How Who You Date (or Marry) Could Put You at Risk
What you need to know to stay safe.
Posted September 29, 2017
When I first entered the domestic violence arena back in 1992, the number one cause of injury to women in the United States was her spouse. Now, 25 years later, women continue to be at great risk due to the men they date and marry.
A July 2017 study by the Center for Disease Control and Prevention showed that 55% of women who were murdered was a result of domestic violence. In other words, an intimate partner (current or past), was the person responsible for ending a woman’s life in more than half the cases.
All too often, we are exposed to these tragic stories in the media.
In the U.S., about three women a day are killed. Children and other relatives can be murdered as well—all because of domestic violence.
Critical Signs of Potential Deadly Dangers
There is no failsafe prediction for when physical violence can turn fatal. However, there are some compelling signs that can give a potential victim opportunity to protect herself.
- Prior physical violence — Nearly one in four women in the U.S. is a victim of some type of severe physical violence by a current or past spouse or boyfriend during her lifetime (Breiding et al. 2014).
- Strangulation — Research shows if your intimate partner attempts to choke you, you are at a higher risk for injury and homicide than someone in an abusive relationship who has never been strangled.
- Threats of death including to significant others — This is most serious if there is a history of physical violence and/or threats of suicide.
- Weapons in the home — Where domestic violence occurs, the woman increases her risk of homicide by 500 percent (Campbell et al. 2003).
The above conditions are important to take very seriously. But one step can be taken prior to any physical violence by looking for signs of coercive control.
Coercive Control: Increases Likelihood of Future Violence
Even before the outbreak of physical violence in an intimate relationship, coercive control or psychological abuse is almost always present. It’s a known precursor to physical violence. Although this does not mean all controlling partners resort to physical violence, it does mean that the likelihood is much greater to be hurt than it is for someone who isn’t abused.
Options for Self-Protection
Make safety and personal well-being priorities by seeking help. Even if you’re not ready to act on the advice yet, just knowing your options can protect you from harm or even save your life when you are ready to take action.
- If you’re at risk for physical harm, call 911.

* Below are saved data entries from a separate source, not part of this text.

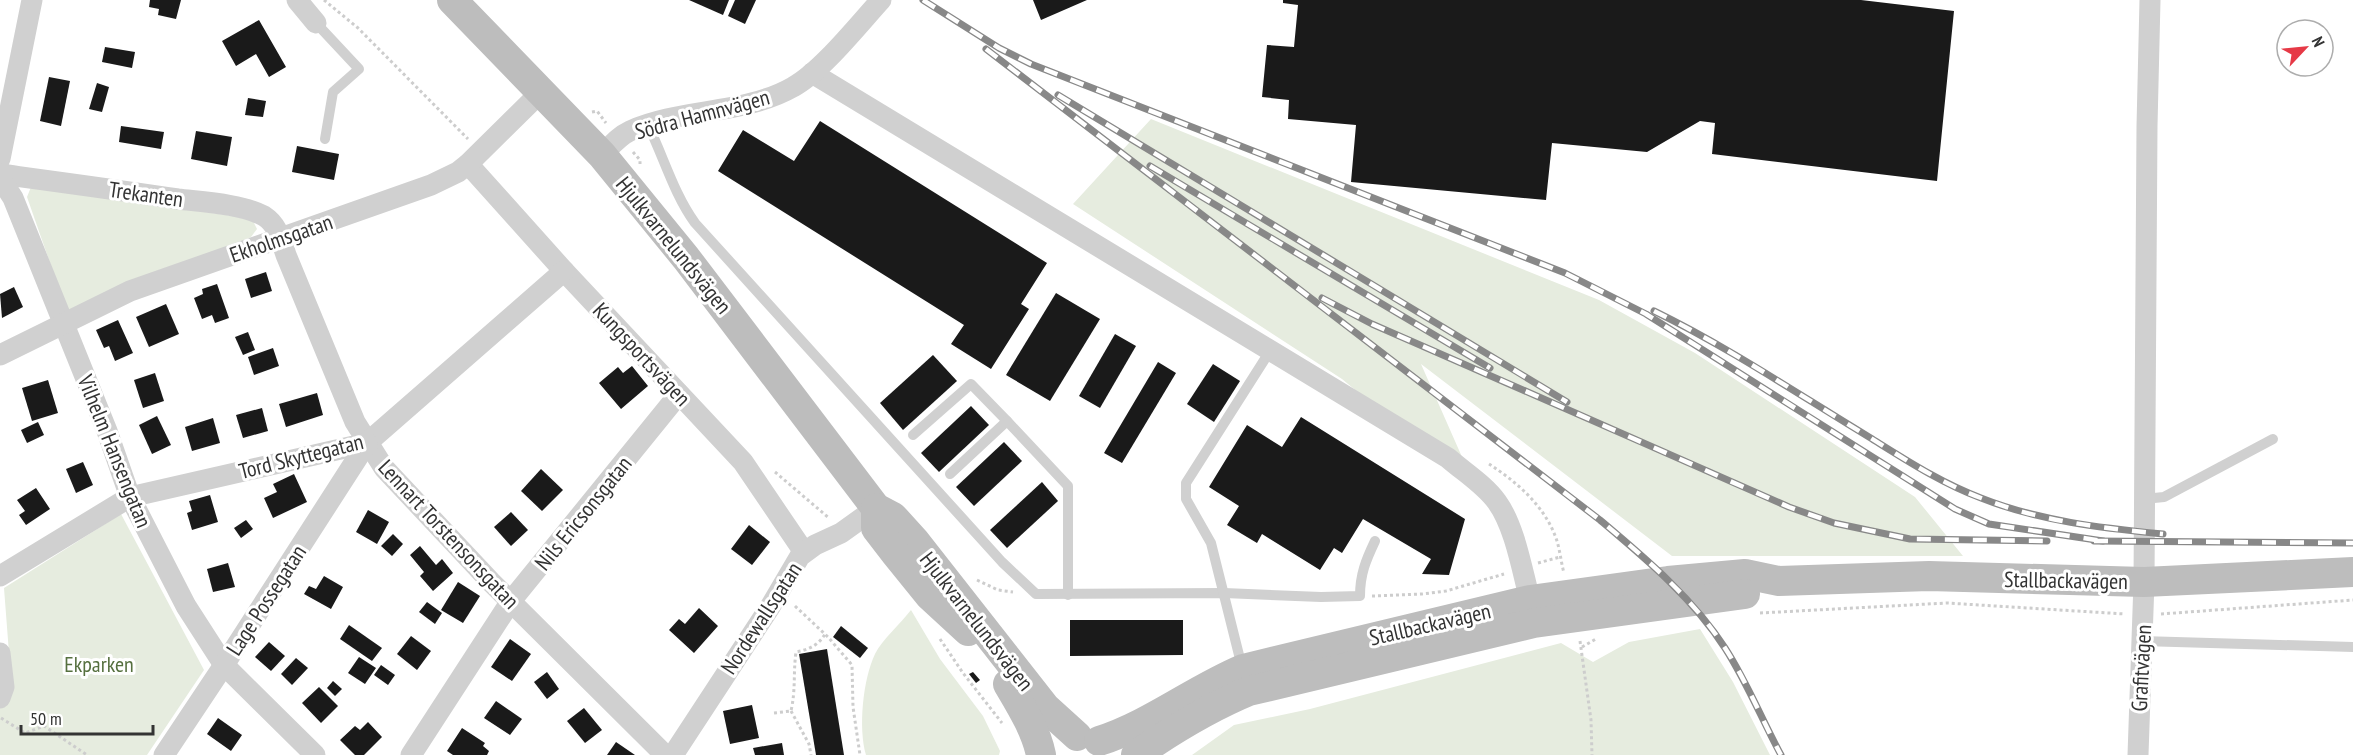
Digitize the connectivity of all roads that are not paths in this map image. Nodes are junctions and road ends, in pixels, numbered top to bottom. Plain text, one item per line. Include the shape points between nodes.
1 (33, 0) edge
2 (297, 0) edge
3 (452, 0) edge
4 (881, 0) edge
5 (2150, 0) edge
6 (316, 23) joint
7 (812, 73) junction
8 (542, 91) junction
9 (648, 125) junction
10 (325, 139) dead end
11 (602, 155) junction
12 (0, 159) edge
13 (468, 164) junction
14 (0, 176) edge
15 (280, 238) junction
16 (564, 271) junction
17 (64, 325) junction
18 (1270, 351) junction
19 (0, 355) edge
20 (679, 394) junction
21 (1007, 421) junction
22 (914, 435) dead end
23 (2273, 439) dead end
24 (367, 443) junction
25 (950, 474) dead end
26 (130, 497) junction
27 (2144, 499) junction
28 (876, 508) junction
29 (1375, 541) dead end
30 (804, 552) junction
31 (2353, 572) edge
32 (0, 576) edge
33 (2144, 582) junction
34 (1224, 593) junction
35 (1068, 595) junction
36 (1530, 600) junction
37 (511, 601) junction
38 (1572, 606) junction
39 (2141, 641) junction
40 (2353, 647) edge
41 (0, 653) edge
42 (224, 665) junction
43 (1246, 680) junction
44 (0, 698) edge
45 (1096, 744) edge
46 (164, 755) edge
47 (315, 755) edge
48 (411, 755) edge
49 (665, 755) edge
50 (673, 755) edge
51 (1043, 755) edge
52 (1136, 755) edge
53 (2138, 755) edge

1 - 12 street
2 - 6 street
3 - 8 street, Hjulkvarnelundsvägen
4 - 7 street, Södra Hamnvägen
5 - 27 street, Grafitvägen
6 - 10 lane via 359,69 333,92
7 - 9 street, Södra Hamnvägen via 794,87 762,101
7 - 18 street
8 - 11 street, Hjulkvarnelundsvägen
8 - 13 street, Ekholmsgatan
9 - 11 street, Södra Hamnvägen via 629,132
9 - 35 lane via 680,203 695,224 1028,588 1036,594
11 - 28 street, Hjulkvarnelundsvägen via 686,258
13 - 15 street, Ekholmsgatan via 431,185
13 - 16 street, Kungsportsvägen
14 - 15 street, Trekanten via 240,209 263,216 275,226
14 - 17 street, Vilhelm Hansengatan via 13,198
15 - 17 street, Ekholmsgatan via 130,291
15 - 24 street, Lennart Torstensonsgatan
16 - 20 street, Kungsportsvägen
16 - 24 street, Tord Skyttegatan
17 - 19 street, Ekholmsgatan
17 - 26 street, Vilhelm Hansengatan
18 - 34 lane via 1186,483 1186,499 1211,543
18 - 36 street via 1448,459 1485,489 1505,514
20 - 30 street, Kungsportsvägen via 743,462
20 - 37 street, Nils Ericsonsgatan
21 - 22 lane via 971,384
21 - 25 lane
21 - 35 lane via 1068,486
23 - 27 lane via 2164,497
24 - 26 street, Tord Skyttegatan
24 - 37 street, Lennart Torstensonsgatan via 384,468
24 - 42 street, Lage Possegatan
26 - 32 street, Tord Skyttegatan
26 - 42 street, Vilhelm Hansengatan via 186,606
27 - 33 street, Grafitvägen
28 - 30 street, Nordewallsgatan via 841,533
28 - 45 street, Hjulkvarnelundsvägen via 893,517 914,540 1045,707
28 - 51 street, Hjulkvarnelundsvägen via 876,528 896,555 930,596 966,629 1005,678
29 - 34 lane via 1363,567 1360,596
30 - 50 street, Nordewallsgatan
31 - 33 street, Stallbackavägen
33 - 38 street, Stallbackavägen via 1929,576 1779,581 1745,574 1668,581
33 - 39 street, Grafitvägen
34 - 35 lane
34 - 43 lane
36 - 38 street, Stallbackavägen
36 - 43 street, Stallbackavägen
37 - 48 street, Nils Ericsonsgatan
37 - 49 street, Lennart Torstensonsgatan
38 - 43 street, Stallbackavägen via 1513,627
39 - 40 lane
39 - 53 street, Grafitvägen
41 - 44 street via 4,687
42 - 46 street, Lage Possegatan
42 - 47 street, Vilhelm Hansengatan
43 - 45 street, Stallbackavägen via 1210,683
43 - 52 street, Stallbackavägen via 1218,704
45 - 51 street, Stallbackavägen via 1057,743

- Contact the National Domestic Violence Hotline for access to trained professionals available 24/7 to learn more about your situation and what options you have to protect yourself. They can help with safety planning and referrals to local resources.
- The National Coalition Against Domestic Violence helps with safety planning and provides a list of questions that can help you create your own personalized plan.
In my next post, I’ll elaborate on how the cycle of abuse operates. I’ll focus on how each phase that impacts the person being targeted contributes to her own entrapment, ultimately making self-protection so challenging.
Breiding, M.J., et al. 2014. “Prevalence and Characteristics of Sexual Violence, Stalking and Intimate Partner Violence Victimization.”
Campbell, J. C., S. W. Webster, J. Koziol-McLain, et al. 2003. “Risk Factors for Femicide Within Physically Abuse Intimate Relationships.” American Journal of Public Health 93(7): 1089–97.